Scotland with Dad 2020 – Day three – Skye

Wet weather activities

We knew that that weather wasn’t going to be great today, but I did have a couple of plans up my sleeve which should keep us occupied (without having to watch too many episodes of Midsomer Murders in the B&B).

Dad had indicated he would be happy with a short walk (somewhere we’d been before), and I had an idea that was almost entirely flat and on sure ground, and with some shelter from wind and rain. Additionally, it wasn’t far from the Talisker Distillery, which we wanted to visit.

I had called through in advance to the Distillery, and knew that the main tour would not be suitable for dad – there were a lot of staircases and no good options, and one of the symptoms of his dementia was occasional real struggles with downwards staircases, so we’d agreed we’d manage without the full-on tour. It’s sad, really, as on our previous two visits to Skye we’d managed to visit on days when tours were not running, so we’d missed our chance.

Talisker times two

A really important fact for visitors to Skye is that the Talisker distillery is not in Talisker “village” – The settlement of Talisker, which is essentially a large Georgian Farm house, and the sprawling estate of that house, is at the end of a scenic road, and has some parking allowing a walk towards the settlement, and to Talisker Bay. The weather was against us getting all the way to the Bay (on our previous visit we’d made it a bit further but been beaten back by winds so strong that the Bay’s impressive cliff waterfall was being blown back up the cliff face!), but we enjoyed a half hour or so stroll up the easy path from the car, taking in the views. On return the car, there was the not uncommon sight of a couple of foreign tourists in a hire car looking for the Distillery, which is in Carbost! We pointed them back the way they had come.

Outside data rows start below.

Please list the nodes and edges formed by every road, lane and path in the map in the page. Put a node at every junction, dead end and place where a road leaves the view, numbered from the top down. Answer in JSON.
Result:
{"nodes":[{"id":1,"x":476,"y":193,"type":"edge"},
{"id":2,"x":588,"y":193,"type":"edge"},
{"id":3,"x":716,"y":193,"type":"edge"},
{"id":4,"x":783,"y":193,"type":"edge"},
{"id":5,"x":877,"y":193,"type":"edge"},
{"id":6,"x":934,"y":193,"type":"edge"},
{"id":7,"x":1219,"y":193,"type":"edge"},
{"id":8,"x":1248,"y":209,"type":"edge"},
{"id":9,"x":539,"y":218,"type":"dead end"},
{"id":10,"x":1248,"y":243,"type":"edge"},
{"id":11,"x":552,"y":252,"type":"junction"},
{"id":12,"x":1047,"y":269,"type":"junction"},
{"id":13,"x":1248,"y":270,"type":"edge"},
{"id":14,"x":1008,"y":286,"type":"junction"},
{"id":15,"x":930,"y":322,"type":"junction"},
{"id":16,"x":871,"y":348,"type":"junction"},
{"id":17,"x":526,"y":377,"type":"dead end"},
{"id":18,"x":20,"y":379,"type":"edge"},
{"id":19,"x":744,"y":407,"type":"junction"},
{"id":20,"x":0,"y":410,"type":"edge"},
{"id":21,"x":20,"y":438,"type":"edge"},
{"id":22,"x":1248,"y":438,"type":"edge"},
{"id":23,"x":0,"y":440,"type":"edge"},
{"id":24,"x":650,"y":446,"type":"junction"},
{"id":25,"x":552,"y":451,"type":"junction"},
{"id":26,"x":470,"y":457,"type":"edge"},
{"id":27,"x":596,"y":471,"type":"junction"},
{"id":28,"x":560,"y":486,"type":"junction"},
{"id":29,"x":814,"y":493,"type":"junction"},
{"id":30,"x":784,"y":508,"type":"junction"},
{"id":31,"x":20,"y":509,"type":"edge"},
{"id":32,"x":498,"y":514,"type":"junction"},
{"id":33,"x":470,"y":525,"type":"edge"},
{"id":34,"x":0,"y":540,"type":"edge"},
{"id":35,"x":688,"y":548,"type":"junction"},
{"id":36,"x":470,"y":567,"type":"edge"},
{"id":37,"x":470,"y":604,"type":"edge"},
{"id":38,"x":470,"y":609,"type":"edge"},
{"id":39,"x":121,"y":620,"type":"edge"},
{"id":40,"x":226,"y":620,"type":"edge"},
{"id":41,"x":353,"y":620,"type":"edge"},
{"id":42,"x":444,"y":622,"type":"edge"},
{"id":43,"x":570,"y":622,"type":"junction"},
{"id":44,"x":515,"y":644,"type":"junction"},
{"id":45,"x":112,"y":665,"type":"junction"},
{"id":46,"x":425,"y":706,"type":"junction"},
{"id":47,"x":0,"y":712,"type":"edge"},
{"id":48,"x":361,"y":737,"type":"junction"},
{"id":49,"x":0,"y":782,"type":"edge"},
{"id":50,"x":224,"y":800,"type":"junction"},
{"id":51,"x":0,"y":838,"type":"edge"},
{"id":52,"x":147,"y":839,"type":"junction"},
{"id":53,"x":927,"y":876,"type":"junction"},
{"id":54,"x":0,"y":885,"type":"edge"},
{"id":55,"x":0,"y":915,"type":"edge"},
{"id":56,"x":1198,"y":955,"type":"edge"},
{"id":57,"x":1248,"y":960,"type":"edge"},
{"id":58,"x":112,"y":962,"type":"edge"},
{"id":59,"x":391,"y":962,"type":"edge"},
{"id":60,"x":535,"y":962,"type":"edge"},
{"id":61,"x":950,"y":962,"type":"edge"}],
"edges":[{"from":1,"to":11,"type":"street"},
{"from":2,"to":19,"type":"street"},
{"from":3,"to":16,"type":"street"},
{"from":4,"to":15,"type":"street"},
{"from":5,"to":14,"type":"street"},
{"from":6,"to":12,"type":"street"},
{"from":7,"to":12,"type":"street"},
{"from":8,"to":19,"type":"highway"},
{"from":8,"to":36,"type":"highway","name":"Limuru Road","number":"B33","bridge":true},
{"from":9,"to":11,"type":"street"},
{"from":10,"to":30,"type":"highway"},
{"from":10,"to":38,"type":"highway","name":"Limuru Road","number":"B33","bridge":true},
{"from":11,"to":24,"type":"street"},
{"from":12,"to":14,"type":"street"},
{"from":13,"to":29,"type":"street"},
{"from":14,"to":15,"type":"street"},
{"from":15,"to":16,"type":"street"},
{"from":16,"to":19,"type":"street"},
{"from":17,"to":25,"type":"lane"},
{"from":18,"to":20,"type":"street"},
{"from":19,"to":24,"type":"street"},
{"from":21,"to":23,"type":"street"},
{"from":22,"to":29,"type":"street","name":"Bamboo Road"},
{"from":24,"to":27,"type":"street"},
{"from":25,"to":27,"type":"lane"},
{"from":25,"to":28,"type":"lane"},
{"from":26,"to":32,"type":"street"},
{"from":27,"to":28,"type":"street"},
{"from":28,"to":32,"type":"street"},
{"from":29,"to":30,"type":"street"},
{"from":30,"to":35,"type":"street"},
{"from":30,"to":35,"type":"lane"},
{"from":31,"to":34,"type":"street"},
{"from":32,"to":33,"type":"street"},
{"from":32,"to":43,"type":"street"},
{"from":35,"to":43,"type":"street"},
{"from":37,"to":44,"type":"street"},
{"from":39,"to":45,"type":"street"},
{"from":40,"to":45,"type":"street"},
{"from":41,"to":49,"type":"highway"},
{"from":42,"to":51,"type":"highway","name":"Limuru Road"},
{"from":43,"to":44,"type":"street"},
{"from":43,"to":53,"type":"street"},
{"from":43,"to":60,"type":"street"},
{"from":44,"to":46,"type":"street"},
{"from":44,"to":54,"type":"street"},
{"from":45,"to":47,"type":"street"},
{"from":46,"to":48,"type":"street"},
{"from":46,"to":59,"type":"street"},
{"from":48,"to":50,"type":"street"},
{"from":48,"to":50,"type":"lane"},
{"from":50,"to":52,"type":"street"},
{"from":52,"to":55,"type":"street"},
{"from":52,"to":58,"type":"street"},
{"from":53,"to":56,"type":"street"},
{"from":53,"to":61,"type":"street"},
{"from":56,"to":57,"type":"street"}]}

We also headed to Carbost, where we decided we’d like a quick hot drink (from the lovely little Coffee stop opposite the Distillery – Caora Dhubh Coffee). I don’t actually drink the stuff, but dad tells me it was excellent.

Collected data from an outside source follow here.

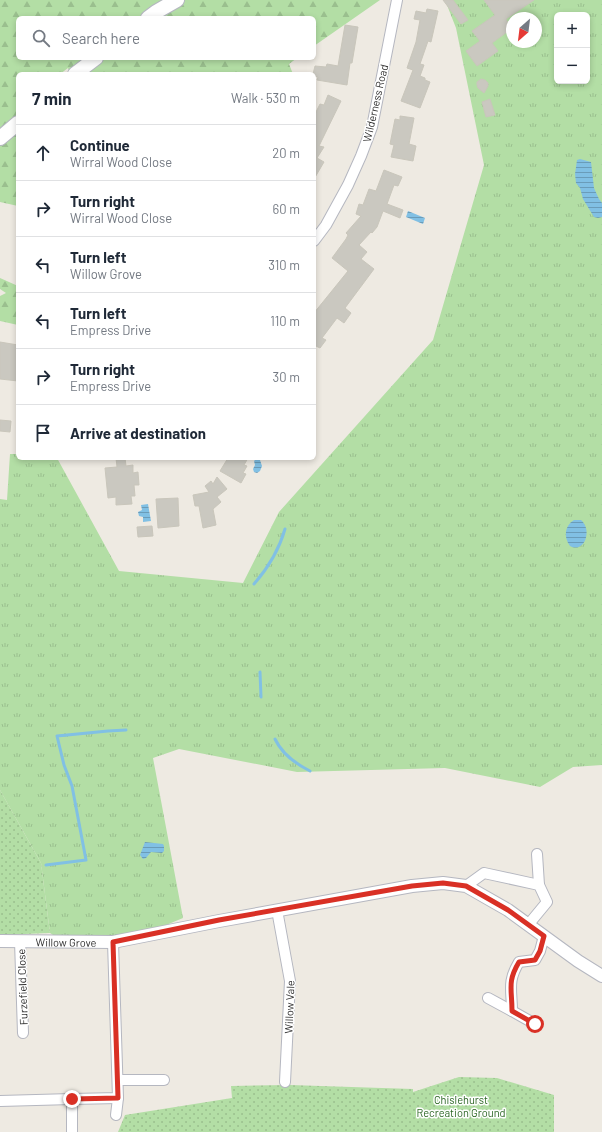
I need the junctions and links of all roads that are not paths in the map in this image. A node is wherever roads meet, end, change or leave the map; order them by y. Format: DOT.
graph roads {
  1 [pos="177,0"];
  2 [pos="397,0"];
  3 [pos="151,16"];
  4 [pos="93,60"];
  5 [pos="78,72"];
  6 [pos="16,125"];
  7 [pos="0,138"];
  8 [pos="316,238"];
  9 [pos="537,854"];
  10 [pos="466,886"];
  11 [pos="539,886"];
  12 [pos="277,910"];
  13 [pos="528,925"];
  14 [pos="544,936"];
  15 [pos="20,940"];
  16 [pos="0,941"];
  17 [pos="113,942"];
  18 [pos="602,976"];
  19 [pos="488,998"];
  20 [pos="512,1011"];
  21 [pos="535,1024"];
  22 [pos="23,1033"];
  23 [pos="118,1080"];
  24 [pos="164,1080"];
  25 [pos="285,1082"];
  26 [pos="118,1098"];
  27 [pos="72,1099"];
  28 [pos="0,1101"];
  29 [pos="116,1115"];
  30 [pos="72,1132"];
  1 -- 3 [label="main road"];
  2 -- 8 [label="street, Wilderness Road"];
  4 -- 5 [label="main road"];
  6 -- 7 [label="main road"];
  9 -- 11 [label="street"];
  10 -- 11 [label="street"];
  10 -- 12 [label="street, Willow Grove"];
  10 -- 13 [label="street, Willow Grove"];
  11 -- 13 [label="street"];
  12 -- 17 [label="street, Willow Grove"];
  12 -- 25 [label="street, Willow Vale"];
  13 -- 14 [label="street, Willow Grove"];
  14 -- 18 [label="street, Willow Grove"];
  14 -- 20 [label="street"];
  15 -- 16 [label="street, Willow Grove"];
  15 -- 17 [label="street, Willow Grove"];
  15 -- 22 [label="street, Furzefield Close"];
  17 -- 23 [label="street"];
  19 -- 20 [label="street"];
  20 -- 21 [label="street"];
  23 -- 24 [label="street"];
  23 -- 26 [label="street"];
  26 -- 27 [label="street"];
  26 -- 29 [label="street"];
  27 -- 28 [label="street"];
  27 -- 30 [label="street"];
}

It was then time to mosey over the road to the Distillery, to have a look around their shop and museum – dad and I are both partial to a dram of Talisker, and hence the shop was of interest, as were the various interpretation signs around the ground floor of the building. As it was still pre-lunch, we decided not to go for a tasting!

Is it lunch time?

This was turning into a bit of a long morning, and the pub still wasn’t open for lunch – as the weather was turning somewhat more miserable, we decided we’d to something that had been a theme of our previous Scottish trips – point the car down a random road and see where we ended up – in the Hebrides, nowhere fails to have stunning views, so this rarely disappoints. We therefore headed down the road to Portnalong Jetty (C on the map), which was … a jetty – basically a small harbour towards the mouth of Loch Harport. This took enough time that we could head back to Carbost, to go to the Old Inn for a bit of lunch (red knife and fork on the map). The pizzas there do not disappoint, and the roaring fires were very pleasant, as were the views over Loch Harport in all directions.

Visiting an old favourite

As the weather during the afternoon was likely to be awful, we didn’t have much planned. We decided we’d drive up to the Waternish peninsular, and go and see the Stein Inn (an old favourite from our previous visits, but which was closed for refurbishment during this visit). The Stein Inn (D on the map), one of the oldest, if not the oldest, on Skye is a truly lovely and cosy place, and we’d had some super evening meals there back in 2010 and 2011. We were sad to miss it, but it was nice to go and see the location in daylight. The Inn lies down on the water’s edge, and is reach down a relatively steep road from the “main” road along with Waternish peninsular. As we arrived, the wind had really whipped up, and was driving the rain hard, but we ventured out of the car (dad’s request) and popped into the art and gift shop next door to the Inn.

We had a quiet afternoon mainly in the lounge at The Anchorage, before returning to the Edinbane Inn (purple knife and fork on the map) for a tasty dinner. The next day, the weather was forecast to gradually improve (although still the chance for a few showers), and we planned some more sightseeing to remind us of our previous trips. There was also time to watch some more residents of of Midsomer being murdered, and then the crimes solved, along with a glass each of some whisky that I’d brought along to help while away the evenings!